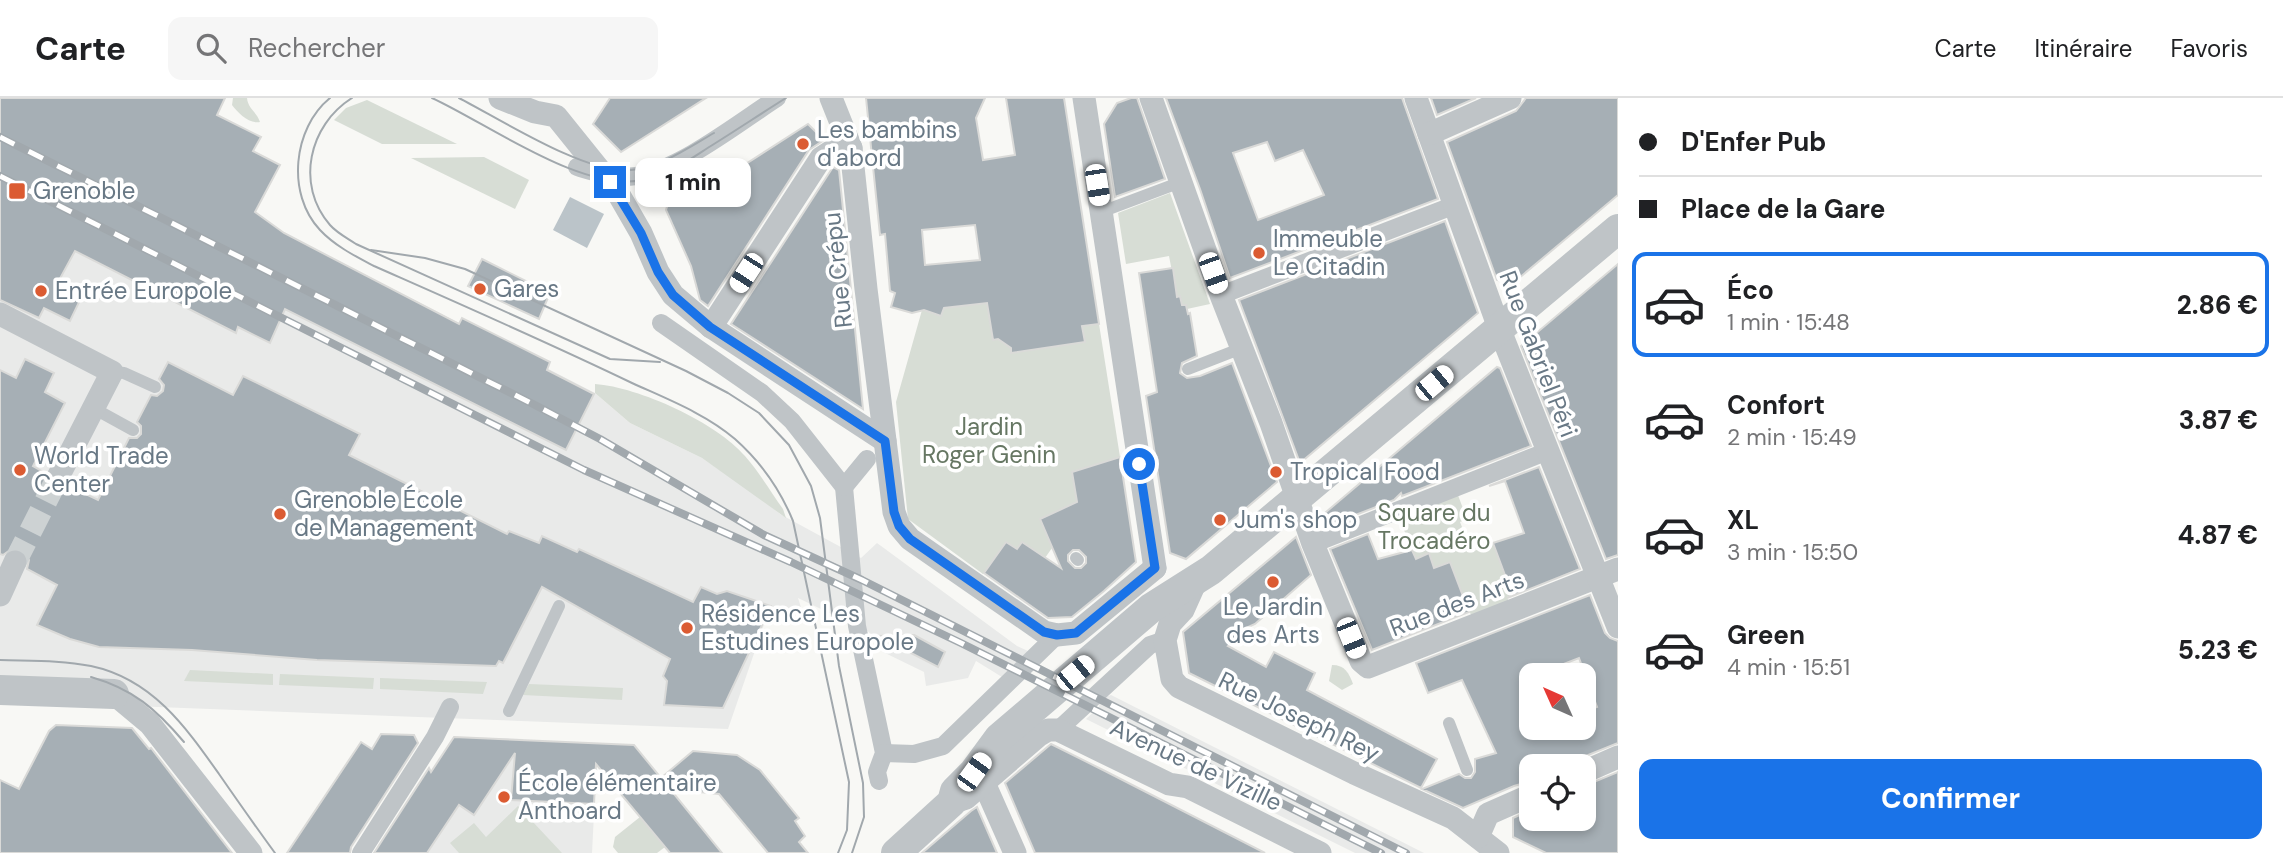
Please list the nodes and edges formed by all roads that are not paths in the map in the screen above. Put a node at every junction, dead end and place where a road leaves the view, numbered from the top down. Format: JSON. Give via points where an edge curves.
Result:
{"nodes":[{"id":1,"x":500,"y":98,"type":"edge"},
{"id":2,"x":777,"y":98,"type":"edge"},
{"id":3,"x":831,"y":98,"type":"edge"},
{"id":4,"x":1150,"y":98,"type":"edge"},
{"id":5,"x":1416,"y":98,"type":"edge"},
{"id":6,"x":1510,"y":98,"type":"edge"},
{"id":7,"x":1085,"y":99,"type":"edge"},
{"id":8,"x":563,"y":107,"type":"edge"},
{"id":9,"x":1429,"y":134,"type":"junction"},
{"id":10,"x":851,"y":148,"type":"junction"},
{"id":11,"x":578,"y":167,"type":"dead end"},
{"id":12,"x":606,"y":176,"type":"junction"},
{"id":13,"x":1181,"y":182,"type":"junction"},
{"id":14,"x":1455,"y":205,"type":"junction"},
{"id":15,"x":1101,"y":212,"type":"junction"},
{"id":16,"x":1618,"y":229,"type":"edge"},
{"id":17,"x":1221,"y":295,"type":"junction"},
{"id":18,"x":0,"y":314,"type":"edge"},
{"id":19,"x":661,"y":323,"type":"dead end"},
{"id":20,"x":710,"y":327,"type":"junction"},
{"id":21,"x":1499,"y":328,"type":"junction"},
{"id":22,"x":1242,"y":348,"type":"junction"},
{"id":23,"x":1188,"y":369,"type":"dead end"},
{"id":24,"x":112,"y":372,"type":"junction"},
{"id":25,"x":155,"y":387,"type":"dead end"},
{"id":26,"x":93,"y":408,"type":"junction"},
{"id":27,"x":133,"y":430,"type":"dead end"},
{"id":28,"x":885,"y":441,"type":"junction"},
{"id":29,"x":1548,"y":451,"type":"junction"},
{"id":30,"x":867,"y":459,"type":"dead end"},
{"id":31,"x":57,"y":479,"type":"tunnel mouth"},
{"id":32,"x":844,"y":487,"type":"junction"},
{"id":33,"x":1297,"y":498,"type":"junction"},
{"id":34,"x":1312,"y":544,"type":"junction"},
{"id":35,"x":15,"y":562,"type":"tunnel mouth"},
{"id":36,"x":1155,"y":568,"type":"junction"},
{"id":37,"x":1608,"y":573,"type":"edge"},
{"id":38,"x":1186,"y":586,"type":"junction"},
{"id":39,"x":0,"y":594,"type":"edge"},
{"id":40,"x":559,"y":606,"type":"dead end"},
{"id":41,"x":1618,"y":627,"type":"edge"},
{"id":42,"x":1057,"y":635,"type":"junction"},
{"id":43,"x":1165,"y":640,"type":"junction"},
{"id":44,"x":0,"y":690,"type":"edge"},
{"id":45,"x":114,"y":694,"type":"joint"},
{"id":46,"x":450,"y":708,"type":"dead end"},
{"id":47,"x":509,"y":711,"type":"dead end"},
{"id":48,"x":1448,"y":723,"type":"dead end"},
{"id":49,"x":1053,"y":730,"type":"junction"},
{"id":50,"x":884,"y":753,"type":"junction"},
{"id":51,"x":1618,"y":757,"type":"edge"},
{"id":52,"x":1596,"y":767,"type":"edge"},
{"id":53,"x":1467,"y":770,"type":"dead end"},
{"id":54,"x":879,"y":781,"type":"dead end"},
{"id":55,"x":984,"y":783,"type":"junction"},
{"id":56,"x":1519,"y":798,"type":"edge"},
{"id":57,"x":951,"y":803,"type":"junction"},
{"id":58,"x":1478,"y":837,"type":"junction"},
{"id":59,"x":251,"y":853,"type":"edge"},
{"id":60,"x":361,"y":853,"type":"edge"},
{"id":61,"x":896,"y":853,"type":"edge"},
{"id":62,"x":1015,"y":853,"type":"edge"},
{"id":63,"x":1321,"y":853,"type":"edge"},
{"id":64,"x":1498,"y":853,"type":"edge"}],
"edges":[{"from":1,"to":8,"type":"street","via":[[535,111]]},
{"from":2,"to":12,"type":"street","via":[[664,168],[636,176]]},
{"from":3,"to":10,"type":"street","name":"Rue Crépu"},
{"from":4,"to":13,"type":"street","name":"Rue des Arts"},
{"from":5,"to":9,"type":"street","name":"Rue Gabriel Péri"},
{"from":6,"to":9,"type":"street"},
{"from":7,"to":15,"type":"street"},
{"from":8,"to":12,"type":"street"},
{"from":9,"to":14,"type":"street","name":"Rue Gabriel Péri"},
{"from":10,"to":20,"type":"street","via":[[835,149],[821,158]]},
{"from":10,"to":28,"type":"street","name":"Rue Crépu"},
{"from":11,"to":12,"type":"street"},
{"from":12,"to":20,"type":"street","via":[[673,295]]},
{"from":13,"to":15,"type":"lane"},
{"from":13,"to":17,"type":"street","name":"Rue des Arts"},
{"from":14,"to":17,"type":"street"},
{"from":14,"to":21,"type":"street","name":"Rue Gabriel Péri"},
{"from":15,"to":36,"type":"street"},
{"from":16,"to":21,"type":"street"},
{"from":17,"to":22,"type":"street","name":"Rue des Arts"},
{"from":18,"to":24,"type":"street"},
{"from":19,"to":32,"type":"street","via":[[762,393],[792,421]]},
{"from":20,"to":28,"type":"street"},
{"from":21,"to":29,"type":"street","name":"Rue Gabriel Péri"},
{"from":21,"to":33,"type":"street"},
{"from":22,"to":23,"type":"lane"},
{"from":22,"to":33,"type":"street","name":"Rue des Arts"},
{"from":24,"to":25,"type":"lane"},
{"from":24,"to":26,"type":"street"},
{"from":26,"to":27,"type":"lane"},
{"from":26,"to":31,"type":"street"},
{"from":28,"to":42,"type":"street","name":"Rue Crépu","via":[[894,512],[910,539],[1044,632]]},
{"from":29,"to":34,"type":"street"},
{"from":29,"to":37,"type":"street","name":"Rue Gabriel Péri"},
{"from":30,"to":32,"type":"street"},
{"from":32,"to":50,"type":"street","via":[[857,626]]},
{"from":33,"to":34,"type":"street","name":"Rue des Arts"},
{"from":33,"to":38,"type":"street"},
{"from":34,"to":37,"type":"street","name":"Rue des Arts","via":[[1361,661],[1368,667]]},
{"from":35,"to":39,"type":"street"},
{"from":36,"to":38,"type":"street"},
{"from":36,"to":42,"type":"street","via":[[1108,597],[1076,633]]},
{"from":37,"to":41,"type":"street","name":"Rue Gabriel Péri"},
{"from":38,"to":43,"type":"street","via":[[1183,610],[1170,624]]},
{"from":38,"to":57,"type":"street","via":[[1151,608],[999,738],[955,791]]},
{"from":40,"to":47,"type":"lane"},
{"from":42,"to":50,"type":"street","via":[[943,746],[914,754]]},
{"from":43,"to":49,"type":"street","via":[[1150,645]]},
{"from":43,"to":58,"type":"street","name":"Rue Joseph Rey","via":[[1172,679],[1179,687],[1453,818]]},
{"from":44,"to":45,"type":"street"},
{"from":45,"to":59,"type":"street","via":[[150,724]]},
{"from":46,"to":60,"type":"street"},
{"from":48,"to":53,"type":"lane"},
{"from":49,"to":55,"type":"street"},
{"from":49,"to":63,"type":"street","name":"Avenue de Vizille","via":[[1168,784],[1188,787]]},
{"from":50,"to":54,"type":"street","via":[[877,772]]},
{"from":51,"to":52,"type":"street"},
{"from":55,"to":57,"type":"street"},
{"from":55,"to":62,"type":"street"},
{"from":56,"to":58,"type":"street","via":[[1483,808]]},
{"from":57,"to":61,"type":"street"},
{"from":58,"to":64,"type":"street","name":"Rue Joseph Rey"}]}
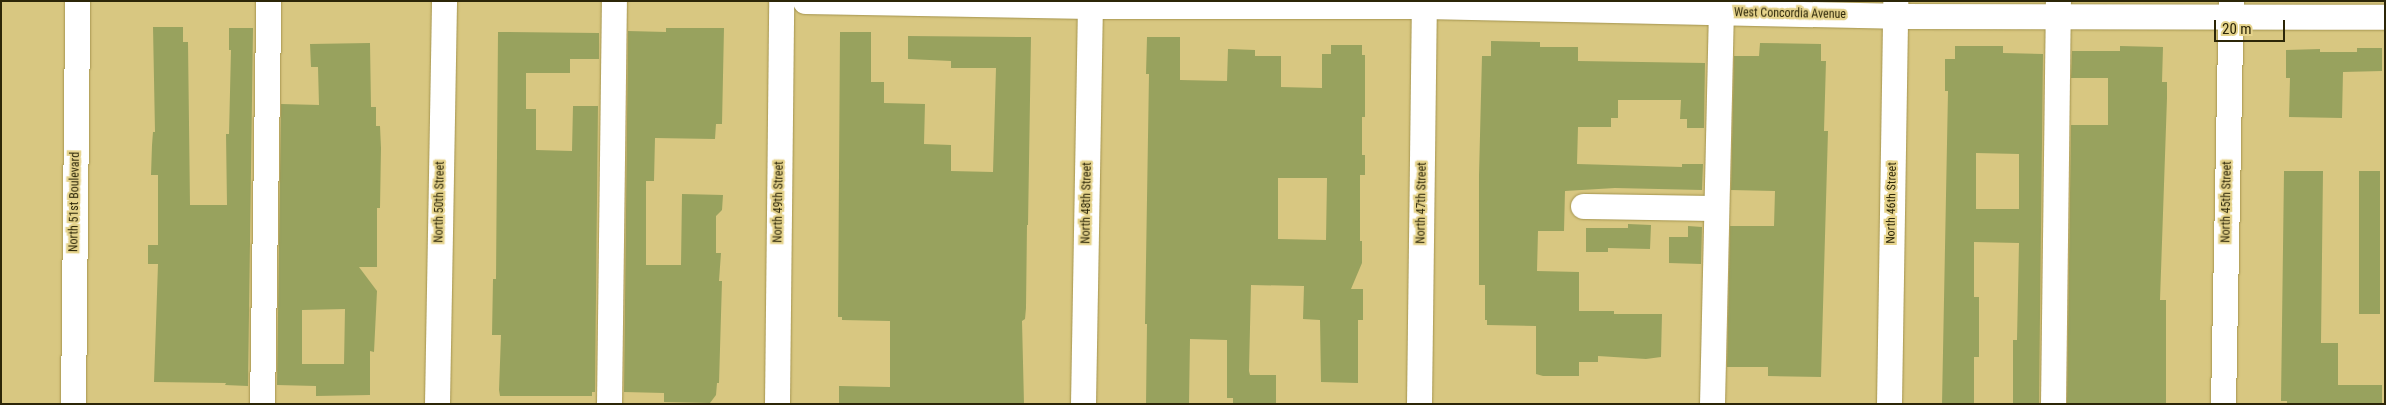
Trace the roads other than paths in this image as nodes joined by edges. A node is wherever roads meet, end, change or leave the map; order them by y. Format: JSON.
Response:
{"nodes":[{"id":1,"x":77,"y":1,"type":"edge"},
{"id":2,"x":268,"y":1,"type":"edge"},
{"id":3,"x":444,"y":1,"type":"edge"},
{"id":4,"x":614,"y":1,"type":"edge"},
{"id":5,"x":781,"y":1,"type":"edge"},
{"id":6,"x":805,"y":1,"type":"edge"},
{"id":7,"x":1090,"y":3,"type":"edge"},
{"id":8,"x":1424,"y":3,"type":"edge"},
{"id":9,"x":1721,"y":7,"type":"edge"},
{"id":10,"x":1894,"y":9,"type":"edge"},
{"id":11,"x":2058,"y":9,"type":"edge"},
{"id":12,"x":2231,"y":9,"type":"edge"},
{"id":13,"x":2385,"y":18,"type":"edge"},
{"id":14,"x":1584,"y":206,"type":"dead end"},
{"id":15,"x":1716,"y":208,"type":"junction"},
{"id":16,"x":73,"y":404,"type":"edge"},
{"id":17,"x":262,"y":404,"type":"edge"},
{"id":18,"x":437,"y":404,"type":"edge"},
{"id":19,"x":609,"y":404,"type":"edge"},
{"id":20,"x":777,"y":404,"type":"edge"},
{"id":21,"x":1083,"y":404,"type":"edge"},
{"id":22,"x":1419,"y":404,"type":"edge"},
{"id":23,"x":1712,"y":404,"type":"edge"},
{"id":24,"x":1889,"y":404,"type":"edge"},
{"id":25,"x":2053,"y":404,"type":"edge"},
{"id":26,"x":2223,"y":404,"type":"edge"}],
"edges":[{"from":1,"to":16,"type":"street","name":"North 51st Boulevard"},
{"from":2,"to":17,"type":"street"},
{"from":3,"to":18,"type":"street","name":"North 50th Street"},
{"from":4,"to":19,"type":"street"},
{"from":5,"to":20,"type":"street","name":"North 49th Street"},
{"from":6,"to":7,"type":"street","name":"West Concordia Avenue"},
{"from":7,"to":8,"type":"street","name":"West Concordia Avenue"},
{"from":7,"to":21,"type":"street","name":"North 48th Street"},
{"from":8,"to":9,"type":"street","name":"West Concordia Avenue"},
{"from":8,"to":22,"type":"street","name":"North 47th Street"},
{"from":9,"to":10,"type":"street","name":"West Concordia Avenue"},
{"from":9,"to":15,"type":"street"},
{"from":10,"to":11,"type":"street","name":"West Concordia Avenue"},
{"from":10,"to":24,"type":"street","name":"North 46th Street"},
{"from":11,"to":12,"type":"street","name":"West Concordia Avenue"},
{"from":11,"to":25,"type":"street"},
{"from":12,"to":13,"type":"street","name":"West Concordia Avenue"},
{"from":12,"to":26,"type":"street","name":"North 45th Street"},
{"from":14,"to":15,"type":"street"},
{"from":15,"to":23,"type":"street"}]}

************

**Goal of the exercise:** The lines holding the word "nodes" are the answer. Find them in the entries and copy them.

**Answer section:**
Please list the nodes and edges formed by all roads that are not paths in the map in the screen above. Put a node at every junction, dead end and place where a road leaves the view, numbered from the top down. Format: JSON. Give via points where an edge curves.
{"nodes":[{"id":1,"x":500,"y":98,"type":"edge"},
Trace the roads other than paths in this image as nodes joined by edges. A node is wherever roads meet, end, change or leave the map; order them by y. Format: JSON.
{"nodes":[{"id":1,"x":77,"y":1,"type":"edge"},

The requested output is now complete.